# Why?



## S.M. grimbldoo (Oct 10, 2011)

Why do I bother? 
Why do I try?
Why should I fight?
What is the point?
It's so hard to continue.
So why should I bother trying to fight?
I've got a solution.
That will bring the conclusion.
Just let me slide this piece of metal.
And break the bond of flesh.


----------



## Firemajic (Oct 14, 2011)

This Poem sounds like a cry for help, I truly hope that you do not feel this way.
If you were just writing a poem, then this has some good--really good lines. Peace...Jul


----------



## vangoghsear (Oct 14, 2011)

S.M. This one works well for me.

Here is how I see it, the repetitious short phrasing of "whys" raises tension, then it comes to "what" siignifying that the whys have been answered, or as in this case, the questions have lost their purpose.   After that, the flow smoothes and extends into a gentle rhyme as the person considering "To be or not to be" has made their decision and is at ease, ending with a good, simple image that is a common enough phrase, but here is used in a unique manner.

I liked this one a lot.

As was already said, I too hope this is just a poem and not a cry for help.


----------



## S.M. grimbldoo (Oct 14, 2011)

Thank you SM and vangoghsear. It is not a cry for help so don't be alarmed, I'm sorry if I made you worry. This reminds me of a story my dad told me. He did a report based on a sad movie and the teacher was worried he was depressed XP. Tangent aside, I have never felt this way, I have just observed this emotion and decided to write a poem on it.


----------



## Chesters Daughter (Oct 17, 2011)

I liked this one heaps, S.M., especially those last two lines, absolutely delicious. I can't help but wonder if L6 is necessary as it restates L3. In such a short piece, repetition is always so obvious. Your piece, your choice, love. Nicely done.

Best,
Lisa


----------



## Die Oldhaetunde (Oct 17, 2011)

Sigh... S.M.grimbldoo...

You continue to amaze me.
(By the way, like heck this isn't a cry for help.
I don't believe it in the least that you're not depressed
but I will say that killing yourself is not a step to be taken lightly.

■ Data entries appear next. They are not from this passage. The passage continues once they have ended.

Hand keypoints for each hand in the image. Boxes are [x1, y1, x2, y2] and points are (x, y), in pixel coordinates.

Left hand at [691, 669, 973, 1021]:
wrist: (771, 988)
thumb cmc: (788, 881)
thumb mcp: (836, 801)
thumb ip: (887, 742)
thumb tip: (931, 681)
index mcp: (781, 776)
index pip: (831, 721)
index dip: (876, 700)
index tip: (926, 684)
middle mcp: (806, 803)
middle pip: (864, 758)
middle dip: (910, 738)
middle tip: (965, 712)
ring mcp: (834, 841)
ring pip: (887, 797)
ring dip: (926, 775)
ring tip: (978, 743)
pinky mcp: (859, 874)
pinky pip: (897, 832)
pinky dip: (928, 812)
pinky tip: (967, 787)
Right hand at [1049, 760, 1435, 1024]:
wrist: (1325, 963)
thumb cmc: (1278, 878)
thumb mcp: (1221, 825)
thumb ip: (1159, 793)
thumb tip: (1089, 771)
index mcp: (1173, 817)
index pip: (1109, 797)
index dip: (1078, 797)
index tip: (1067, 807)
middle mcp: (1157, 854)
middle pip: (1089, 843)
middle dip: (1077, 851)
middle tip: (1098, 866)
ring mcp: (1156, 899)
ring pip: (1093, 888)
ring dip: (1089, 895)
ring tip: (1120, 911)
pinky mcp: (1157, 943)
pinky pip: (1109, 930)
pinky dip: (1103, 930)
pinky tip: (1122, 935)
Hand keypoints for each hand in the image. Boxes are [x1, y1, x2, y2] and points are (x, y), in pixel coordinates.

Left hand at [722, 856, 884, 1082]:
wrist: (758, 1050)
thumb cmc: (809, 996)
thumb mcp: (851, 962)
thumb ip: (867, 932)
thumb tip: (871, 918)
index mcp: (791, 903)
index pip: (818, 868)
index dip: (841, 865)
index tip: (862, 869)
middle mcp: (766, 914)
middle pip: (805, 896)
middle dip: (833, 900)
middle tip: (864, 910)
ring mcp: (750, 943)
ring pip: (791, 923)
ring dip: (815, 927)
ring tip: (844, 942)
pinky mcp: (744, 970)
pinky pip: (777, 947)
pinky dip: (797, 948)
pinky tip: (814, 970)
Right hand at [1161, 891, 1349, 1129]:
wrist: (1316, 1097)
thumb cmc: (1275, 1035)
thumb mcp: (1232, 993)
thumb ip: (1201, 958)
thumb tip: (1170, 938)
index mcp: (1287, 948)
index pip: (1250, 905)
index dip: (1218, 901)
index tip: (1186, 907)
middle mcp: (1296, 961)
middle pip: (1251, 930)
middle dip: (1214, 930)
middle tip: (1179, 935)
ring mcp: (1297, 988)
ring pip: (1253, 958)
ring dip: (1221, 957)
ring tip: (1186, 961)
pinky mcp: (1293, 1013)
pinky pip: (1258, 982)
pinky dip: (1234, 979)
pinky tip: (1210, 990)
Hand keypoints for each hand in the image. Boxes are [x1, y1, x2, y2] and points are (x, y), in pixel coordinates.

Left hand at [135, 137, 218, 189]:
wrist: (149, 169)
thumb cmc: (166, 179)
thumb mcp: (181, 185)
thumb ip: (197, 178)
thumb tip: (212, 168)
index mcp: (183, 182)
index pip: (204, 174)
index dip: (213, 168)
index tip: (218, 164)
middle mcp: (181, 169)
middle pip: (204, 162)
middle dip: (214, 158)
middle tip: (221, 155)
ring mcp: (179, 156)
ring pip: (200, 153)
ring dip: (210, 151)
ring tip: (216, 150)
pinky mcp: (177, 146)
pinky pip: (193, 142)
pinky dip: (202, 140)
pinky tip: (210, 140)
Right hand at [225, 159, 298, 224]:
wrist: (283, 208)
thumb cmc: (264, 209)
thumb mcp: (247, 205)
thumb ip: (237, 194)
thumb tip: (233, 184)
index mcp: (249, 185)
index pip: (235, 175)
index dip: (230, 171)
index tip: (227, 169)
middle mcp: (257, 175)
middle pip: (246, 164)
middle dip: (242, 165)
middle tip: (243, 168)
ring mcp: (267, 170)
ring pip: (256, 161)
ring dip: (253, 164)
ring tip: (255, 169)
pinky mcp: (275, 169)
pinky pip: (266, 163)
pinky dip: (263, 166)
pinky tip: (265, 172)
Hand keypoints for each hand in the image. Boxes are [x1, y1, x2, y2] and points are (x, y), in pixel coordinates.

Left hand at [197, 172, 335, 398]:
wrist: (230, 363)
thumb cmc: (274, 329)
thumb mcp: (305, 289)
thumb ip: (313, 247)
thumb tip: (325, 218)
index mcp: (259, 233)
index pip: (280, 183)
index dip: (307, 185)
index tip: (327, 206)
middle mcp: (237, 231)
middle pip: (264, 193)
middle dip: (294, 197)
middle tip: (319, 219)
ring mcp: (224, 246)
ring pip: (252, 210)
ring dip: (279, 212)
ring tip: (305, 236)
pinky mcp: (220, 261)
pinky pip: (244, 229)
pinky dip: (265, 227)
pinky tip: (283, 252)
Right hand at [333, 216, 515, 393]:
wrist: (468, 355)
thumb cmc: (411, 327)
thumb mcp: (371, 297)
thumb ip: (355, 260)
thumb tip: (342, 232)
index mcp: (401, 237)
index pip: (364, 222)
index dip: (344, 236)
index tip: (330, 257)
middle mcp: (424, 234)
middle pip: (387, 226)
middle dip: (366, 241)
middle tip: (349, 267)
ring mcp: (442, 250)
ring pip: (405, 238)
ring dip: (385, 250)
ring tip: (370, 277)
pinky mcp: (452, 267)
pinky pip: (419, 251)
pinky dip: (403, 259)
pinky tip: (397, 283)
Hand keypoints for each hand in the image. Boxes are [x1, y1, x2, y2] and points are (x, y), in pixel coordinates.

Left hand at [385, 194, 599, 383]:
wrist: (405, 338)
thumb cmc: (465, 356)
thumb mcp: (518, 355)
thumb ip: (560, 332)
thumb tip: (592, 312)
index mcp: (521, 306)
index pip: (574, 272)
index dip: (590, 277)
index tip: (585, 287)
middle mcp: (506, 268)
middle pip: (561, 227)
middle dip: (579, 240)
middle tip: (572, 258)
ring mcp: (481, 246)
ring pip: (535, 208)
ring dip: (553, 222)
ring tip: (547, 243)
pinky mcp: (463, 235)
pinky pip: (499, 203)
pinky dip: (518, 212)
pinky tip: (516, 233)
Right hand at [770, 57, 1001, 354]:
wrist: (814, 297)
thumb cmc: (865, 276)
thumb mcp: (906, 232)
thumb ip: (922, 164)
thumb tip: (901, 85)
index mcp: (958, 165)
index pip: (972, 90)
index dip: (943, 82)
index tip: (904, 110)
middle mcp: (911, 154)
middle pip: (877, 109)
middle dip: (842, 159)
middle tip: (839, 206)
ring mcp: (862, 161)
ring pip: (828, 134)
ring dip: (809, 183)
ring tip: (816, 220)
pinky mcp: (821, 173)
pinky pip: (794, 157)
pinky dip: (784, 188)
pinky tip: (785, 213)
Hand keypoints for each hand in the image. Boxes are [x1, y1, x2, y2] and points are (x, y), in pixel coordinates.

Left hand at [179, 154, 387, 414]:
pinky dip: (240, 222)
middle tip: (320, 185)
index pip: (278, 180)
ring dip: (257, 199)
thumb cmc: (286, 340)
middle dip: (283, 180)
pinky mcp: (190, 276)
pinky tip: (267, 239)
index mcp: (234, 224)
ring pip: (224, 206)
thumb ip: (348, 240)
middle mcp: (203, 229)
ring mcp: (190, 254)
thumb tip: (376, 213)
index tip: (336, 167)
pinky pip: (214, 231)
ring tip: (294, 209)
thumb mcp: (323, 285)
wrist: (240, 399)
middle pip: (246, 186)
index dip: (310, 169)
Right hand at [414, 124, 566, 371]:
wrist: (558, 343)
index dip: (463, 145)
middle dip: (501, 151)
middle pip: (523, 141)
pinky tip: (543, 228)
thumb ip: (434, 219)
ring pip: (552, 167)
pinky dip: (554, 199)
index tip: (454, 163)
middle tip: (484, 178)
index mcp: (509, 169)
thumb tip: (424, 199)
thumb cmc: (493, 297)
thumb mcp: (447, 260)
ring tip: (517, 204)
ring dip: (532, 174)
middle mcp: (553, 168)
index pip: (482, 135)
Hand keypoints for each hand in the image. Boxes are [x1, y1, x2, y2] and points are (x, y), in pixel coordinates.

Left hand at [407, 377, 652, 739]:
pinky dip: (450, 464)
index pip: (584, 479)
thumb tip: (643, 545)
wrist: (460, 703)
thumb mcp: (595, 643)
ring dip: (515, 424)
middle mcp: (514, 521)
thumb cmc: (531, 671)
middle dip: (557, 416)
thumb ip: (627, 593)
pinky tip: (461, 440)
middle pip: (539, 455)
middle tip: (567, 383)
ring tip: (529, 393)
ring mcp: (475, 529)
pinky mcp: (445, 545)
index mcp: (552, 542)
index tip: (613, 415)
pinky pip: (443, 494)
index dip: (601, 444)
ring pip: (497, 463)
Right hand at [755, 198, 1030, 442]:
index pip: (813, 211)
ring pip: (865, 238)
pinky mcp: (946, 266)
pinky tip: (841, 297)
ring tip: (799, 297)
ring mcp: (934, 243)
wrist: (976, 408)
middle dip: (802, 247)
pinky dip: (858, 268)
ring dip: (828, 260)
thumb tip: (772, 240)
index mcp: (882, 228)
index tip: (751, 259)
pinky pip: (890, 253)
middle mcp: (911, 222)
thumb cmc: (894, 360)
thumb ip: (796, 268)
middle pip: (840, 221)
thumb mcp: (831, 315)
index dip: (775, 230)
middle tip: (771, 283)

On principle, I never tell people that life is the only answer.
Only to think carefully on what we want out of life. So please,
don't act rashly.)


----------



## S.M. grimbldoo (Oct 17, 2011)

Die Oldhaetunde said:


> Sigh... S.M.grimbldoo...
> 
> You continue to amaze me.
> (By the way, like heck this isn't a cry for help.
> ...


 if you knew me you would be saying "Like keck he would be depressed." I smile so much I think I will have crow's feet by the time I'm 20 and my sister often gets annoyed because I laugh too much.  
Also, I find that your disbelief in me very offensive. I take pride in my ability to observe.


----------



## S.M. grimbldoo (Oct 17, 2011)

Chester's Daughter said:


> I can't help but wonder if L6 is necessary as it restates L3. In such a short piece, repetition is always so obvious.


I just liked reordering the words


----------



## Die Oldhaetunde (Oct 18, 2011)

mmm. ok.


----------



## Our_Pneuma (Oct 19, 2011)

This poem, which deserves more than one read through, exemplifies a well thought out piece. 

I'm not sure if you instinctively included the questions of lines 1-3 within the single question of line 6, or if it was a creative attempt. Nonetheless, it is a wonderful display of what I like to call "the setup", or as Vangoghsear said it "raises tension." These qualities are good, they keep the readers attention.

In your revision, work with line 5 a little. Try to carry, and increase, the tension to line 6 by placing more emphasis on "continue." Maybe an exclamation point will do the trick? In addition to the exclamation point, see what line 6 would sound like if you incorporated "continue" somewhere within the question. This may make the poem too wordy or interrupt the syntax. It may also work very well. Give these ideas a shot, I'm curious to see what may come of them. 

In regards to the message of "Why?", most ideas, feelings, and words of such nature are often contained and never shared nor expressed. I can't say that I understand everything about the poem's message, but I can say that "Why?" has the privilege of being interpreted in more ways than one. 

Commendable efforts, S.M.


----------



## S.M. grimbldoo (Oct 19, 2011)

Thank you 





> Try to carry, and increase, the tension to line 6 by placing more emphasis on "continue." Maybe an exclamation point will do the trick?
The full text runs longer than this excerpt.